Segment Open

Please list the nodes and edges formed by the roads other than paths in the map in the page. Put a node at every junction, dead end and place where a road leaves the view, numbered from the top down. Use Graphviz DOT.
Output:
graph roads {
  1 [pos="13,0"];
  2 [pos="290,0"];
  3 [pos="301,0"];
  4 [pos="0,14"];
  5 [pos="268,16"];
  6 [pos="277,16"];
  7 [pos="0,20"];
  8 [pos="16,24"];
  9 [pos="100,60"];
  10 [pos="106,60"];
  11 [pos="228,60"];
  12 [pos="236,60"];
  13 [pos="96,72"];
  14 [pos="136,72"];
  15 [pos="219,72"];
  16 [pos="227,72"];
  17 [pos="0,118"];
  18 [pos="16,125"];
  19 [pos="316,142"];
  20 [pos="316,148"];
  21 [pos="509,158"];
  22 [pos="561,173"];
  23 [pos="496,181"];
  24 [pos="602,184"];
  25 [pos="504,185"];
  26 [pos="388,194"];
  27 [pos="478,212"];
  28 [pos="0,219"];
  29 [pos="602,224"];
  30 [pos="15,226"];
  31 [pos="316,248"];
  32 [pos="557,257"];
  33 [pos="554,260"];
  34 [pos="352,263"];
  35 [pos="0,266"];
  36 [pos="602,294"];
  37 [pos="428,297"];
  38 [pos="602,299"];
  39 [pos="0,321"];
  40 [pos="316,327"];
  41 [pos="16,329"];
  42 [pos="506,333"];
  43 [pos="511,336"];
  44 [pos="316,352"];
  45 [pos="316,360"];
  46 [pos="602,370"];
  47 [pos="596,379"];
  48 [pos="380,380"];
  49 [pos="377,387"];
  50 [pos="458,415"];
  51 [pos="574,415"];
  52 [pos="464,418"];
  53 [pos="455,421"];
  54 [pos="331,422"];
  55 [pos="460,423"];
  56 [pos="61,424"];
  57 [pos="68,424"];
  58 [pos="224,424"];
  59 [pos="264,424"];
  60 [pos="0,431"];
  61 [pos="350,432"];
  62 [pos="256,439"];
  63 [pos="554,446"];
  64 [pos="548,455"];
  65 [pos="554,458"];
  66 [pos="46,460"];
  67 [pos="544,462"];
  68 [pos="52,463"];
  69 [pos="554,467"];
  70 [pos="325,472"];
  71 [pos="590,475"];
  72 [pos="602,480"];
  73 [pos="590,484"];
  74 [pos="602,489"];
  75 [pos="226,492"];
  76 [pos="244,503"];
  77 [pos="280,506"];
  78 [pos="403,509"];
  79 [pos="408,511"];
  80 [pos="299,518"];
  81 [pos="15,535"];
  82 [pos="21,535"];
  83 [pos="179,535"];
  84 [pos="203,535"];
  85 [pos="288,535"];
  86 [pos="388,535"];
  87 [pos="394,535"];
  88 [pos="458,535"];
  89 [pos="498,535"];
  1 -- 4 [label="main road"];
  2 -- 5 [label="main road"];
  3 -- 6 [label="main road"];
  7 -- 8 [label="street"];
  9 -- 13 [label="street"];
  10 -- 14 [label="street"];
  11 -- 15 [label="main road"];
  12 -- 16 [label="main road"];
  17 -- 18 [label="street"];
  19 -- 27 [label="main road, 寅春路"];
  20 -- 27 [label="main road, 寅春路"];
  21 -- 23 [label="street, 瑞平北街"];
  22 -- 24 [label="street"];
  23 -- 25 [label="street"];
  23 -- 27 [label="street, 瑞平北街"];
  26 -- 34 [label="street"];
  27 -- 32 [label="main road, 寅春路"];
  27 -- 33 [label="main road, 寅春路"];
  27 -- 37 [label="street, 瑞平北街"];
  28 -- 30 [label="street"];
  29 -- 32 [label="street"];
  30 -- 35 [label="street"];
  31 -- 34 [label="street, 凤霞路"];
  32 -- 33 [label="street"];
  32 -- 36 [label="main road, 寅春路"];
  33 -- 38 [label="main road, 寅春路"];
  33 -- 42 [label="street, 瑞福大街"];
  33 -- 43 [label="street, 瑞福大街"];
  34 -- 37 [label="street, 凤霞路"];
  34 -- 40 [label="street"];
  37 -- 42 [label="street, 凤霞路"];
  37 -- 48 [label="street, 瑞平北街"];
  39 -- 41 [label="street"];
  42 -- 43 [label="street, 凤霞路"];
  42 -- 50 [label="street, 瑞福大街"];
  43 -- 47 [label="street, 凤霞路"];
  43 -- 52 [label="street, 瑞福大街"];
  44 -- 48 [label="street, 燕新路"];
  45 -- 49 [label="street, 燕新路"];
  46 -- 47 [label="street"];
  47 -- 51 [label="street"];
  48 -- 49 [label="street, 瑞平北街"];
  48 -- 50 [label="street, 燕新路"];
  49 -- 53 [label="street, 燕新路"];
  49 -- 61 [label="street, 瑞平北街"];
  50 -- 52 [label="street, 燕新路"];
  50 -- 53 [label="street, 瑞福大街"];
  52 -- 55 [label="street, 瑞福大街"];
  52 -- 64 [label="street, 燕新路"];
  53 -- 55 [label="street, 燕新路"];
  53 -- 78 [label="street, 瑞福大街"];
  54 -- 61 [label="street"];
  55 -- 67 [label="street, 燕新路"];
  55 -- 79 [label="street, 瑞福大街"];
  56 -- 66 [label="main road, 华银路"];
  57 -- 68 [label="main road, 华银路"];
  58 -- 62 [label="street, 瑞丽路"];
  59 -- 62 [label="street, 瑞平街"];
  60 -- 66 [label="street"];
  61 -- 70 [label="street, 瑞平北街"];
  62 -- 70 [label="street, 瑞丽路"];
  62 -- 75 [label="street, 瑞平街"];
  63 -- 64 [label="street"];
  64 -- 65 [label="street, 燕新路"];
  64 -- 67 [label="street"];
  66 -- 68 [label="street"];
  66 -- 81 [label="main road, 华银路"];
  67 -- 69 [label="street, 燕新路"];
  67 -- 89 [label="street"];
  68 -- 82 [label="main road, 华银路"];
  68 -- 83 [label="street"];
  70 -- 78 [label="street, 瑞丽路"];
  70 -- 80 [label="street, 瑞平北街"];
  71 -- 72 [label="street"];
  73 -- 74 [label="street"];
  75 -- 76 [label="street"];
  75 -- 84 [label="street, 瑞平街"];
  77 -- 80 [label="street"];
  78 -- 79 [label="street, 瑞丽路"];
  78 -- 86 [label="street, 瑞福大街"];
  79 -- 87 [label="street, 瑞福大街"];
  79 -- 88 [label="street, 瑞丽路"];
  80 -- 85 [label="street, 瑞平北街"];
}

Segment Closed

# Work to be completed
Return each record exactly as given.

# Answer section
Please list the nodes and edges formed by the roads other than paths in the map in the page. Put a node at every junction, dead end and place where a road leaves the view, numbered from the top down. Use Graphviz DOT.
Output:
graph roads {
  1 [pos="13,0"];
  2 [pos="290,0"];
  3 [pos="301,0"];
  4 [pos="0,14"];
  5 [pos="268,16"];
  6 [pos="277,16"];
  7 [pos="0,20"];
  8 [pos="16,24"];
  9 [pos="100,60"];
  10 [pos="106,60"];
  11 [pos="228,60"];
  12 [pos="236,60"];
  13 [pos="96,72"];
  14 [pos="136,72"];
  15 [pos="219,72"];
  16 [pos="227,72"];
  17 [pos="0,118"];
  18 [pos="16,125"];
  19 [pos="316,142"];
  20 [pos="316,148"];
  21 [pos="509,158"];
  22 [pos="561,173"];
  23 [pos="496,181"];
  24 [pos="602,184"];
  25 [pos="504,185"];
  26 [pos="388,194"];
  27 [pos="478,212"];
  28 [pos="0,219"];
  29 [pos="602,224"];
  30 [pos="15,226"];
  31 [pos="316,248"];
  32 [pos="557,257"];
  33 [pos="554,260"];
  34 [pos="352,263"];
  35 [pos="0,266"];
  36 [pos="602,294"];
  37 [pos="428,297"];
  38 [pos="602,299"];
  39 [pos="0,321"];
  40 [pos="316,327"];
  41 [pos="16,329"];
  42 [pos="506,333"];
  43 [pos="511,336"];
  44 [pos="316,352"];
  45 [pos="316,360"];
  46 [pos="602,370"];
  47 [pos="596,379"];
  48 [pos="380,380"];
  49 [pos="377,387"];
  50 [pos="458,415"];
  51 [pos="574,415"];
  52 [pos="464,418"];
  53 [pos="455,421"];
  54 [pos="331,422"];
  55 [pos="460,423"];
  56 [pos="61,424"];
  57 [pos="68,424"];
  58 [pos="224,424"];
  59 [pos="264,424"];
  60 [pos="0,431"];
  61 [pos="350,432"];
  62 [pos="256,439"];
  63 [pos="554,446"];
  64 [pos="548,455"];
  65 [pos="554,458"];
  66 [pos="46,460"];
  67 [pos="544,462"];
  68 [pos="52,463"];
  69 [pos="554,467"];
  70 [pos="325,472"];
  71 [pos="590,475"];
  72 [pos="602,480"];
  73 [pos="590,484"];
  74 [pos="602,489"];
  75 [pos="226,492"];
  76 [pos="244,503"];
  77 [pos="280,506"];
  78 [pos="403,509"];
  79 [pos="408,511"];
  80 [pos="299,518"];
  81 [pos="15,535"];
  82 [pos="21,535"];
  83 [pos="179,535"];
  84 [pos="203,535"];
  85 [pos="288,535"];
  86 [pos="388,535"];
  87 [pos="394,535"];
  88 [pos="458,535"];
  89 [pos="498,535"];
  1 -- 4 [label="main road"];
  2 -- 5 [label="main road"];
  3 -- 6 [label="main road"];
  7 -- 8 [label="street"];
  9 -- 13 [label="street"];
  10 -- 14 [label="street"];
  11 -- 15 [label="main road"];
  12 -- 16 [label="main road"];
  17 -- 18 [label="street"];
  19 -- 27 [label="main road, 寅春路"];
  20 -- 27 [label="main road, 寅春路"];
  21 -- 23 [label="street, 瑞平北街"];
  22 -- 24 [label="street"];
  23 -- 25 [label="street"];
  23 -- 27 [label="street, 瑞平北街"];
  26 -- 34 [label="street"];
  27 -- 32 [label="main road, 寅春路"];
  27 -- 33 [label="main road, 寅春路"];
  27 -- 37 [label="street, 瑞平北街"];
  28 -- 30 [label="street"];
  29 -- 32 [label="street"];
  30 -- 35 [label="street"];
  31 -- 34 [label="street, 凤霞路"];
  32 -- 33 [label="street"];
  32 -- 36 [label="main road, 寅春路"];
  33 -- 38 [label="main road, 寅春路"];
  33 -- 42 [label="street, 瑞福大街"];
  33 -- 43 [label="street, 瑞福大街"];
  34 -- 37 [label="street, 凤霞路"];
  34 -- 40 [label="street"];
  37 -- 42 [label="street, 凤霞路"];
  37 -- 48 [label="street, 瑞平北街"];
  39 -- 41 [label="street"];
  42 -- 43 [label="street, 凤霞路"];
  42 -- 50 [label="street, 瑞福大街"];
  43 -- 47 [label="street, 凤霞路"];
  43 -- 52 [label="street, 瑞福大街"];
  44 -- 48 [label="street, 燕新路"];
  45 -- 49 [label="street, 燕新路"];
  46 -- 47 [label="street"];
  47 -- 51 [label="street"];
  48 -- 49 [label="street, 瑞平北街"];
  48 -- 50 [label="street, 燕新路"];
  49 -- 53 [label="street, 燕新路"];
  49 -- 61 [label="street, 瑞平北街"];
  50 -- 52 [label="street, 燕新路"];
  50 -- 53 [label="street, 瑞福大街"];
  52 -- 55 [label="street, 瑞福大街"];
  52 -- 64 [label="street, 燕新路"];
  53 -- 55 [label="street, 燕新路"];
  53 -- 78 [label="street, 瑞福大街"];
  54 -- 61 [label="street"];
  55 -- 67 [label="street, 燕新路"];
  55 -- 79 [label="street, 瑞福大街"];
  56 -- 66 [label="main road, 华银路"];
  57 -- 68 [label="main road, 华银路"];
  58 -- 62 [label="street, 瑞丽路"];
  59 -- 62 [label="street, 瑞平街"];
  60 -- 66 [label="street"];
  61 -- 70 [label="street, 瑞平北街"];
  62 -- 70 [label="street, 瑞丽路"];
  62 -- 75 [label="street, 瑞平街"];
  63 -- 64 [label="street"];
  64 -- 65 [label="street, 燕新路"];
  64 -- 67 [label="street"];
  66 -- 68 [label="street"];
  66 -- 81 [label="main road, 华银路"];
  67 -- 69 [label="street, 燕新路"];
  67 -- 89 [label="street"];
  68 -- 82 [label="main road, 华银路"];
  68 -- 83 [label="street"];
  70 -- 78 [label="street, 瑞丽路"];
  70 -- 80 [label="street, 瑞平北街"];
  71 -- 72 [label="street"];
  73 -- 74 [label="street"];
  75 -- 76 [label="street"];
  75 -- 84 [label="street, 瑞平街"];
  77 -- 80 [label="street"];
  78 -- 79 [label="street, 瑞丽路"];
  78 -- 86 [label="street, 瑞福大街"];
  79 -- 87 [label="street, 瑞福大街"];
  79 -- 88 [label="street, 瑞丽路"];
  80 -- 85 [label="street, 瑞平北街"];
}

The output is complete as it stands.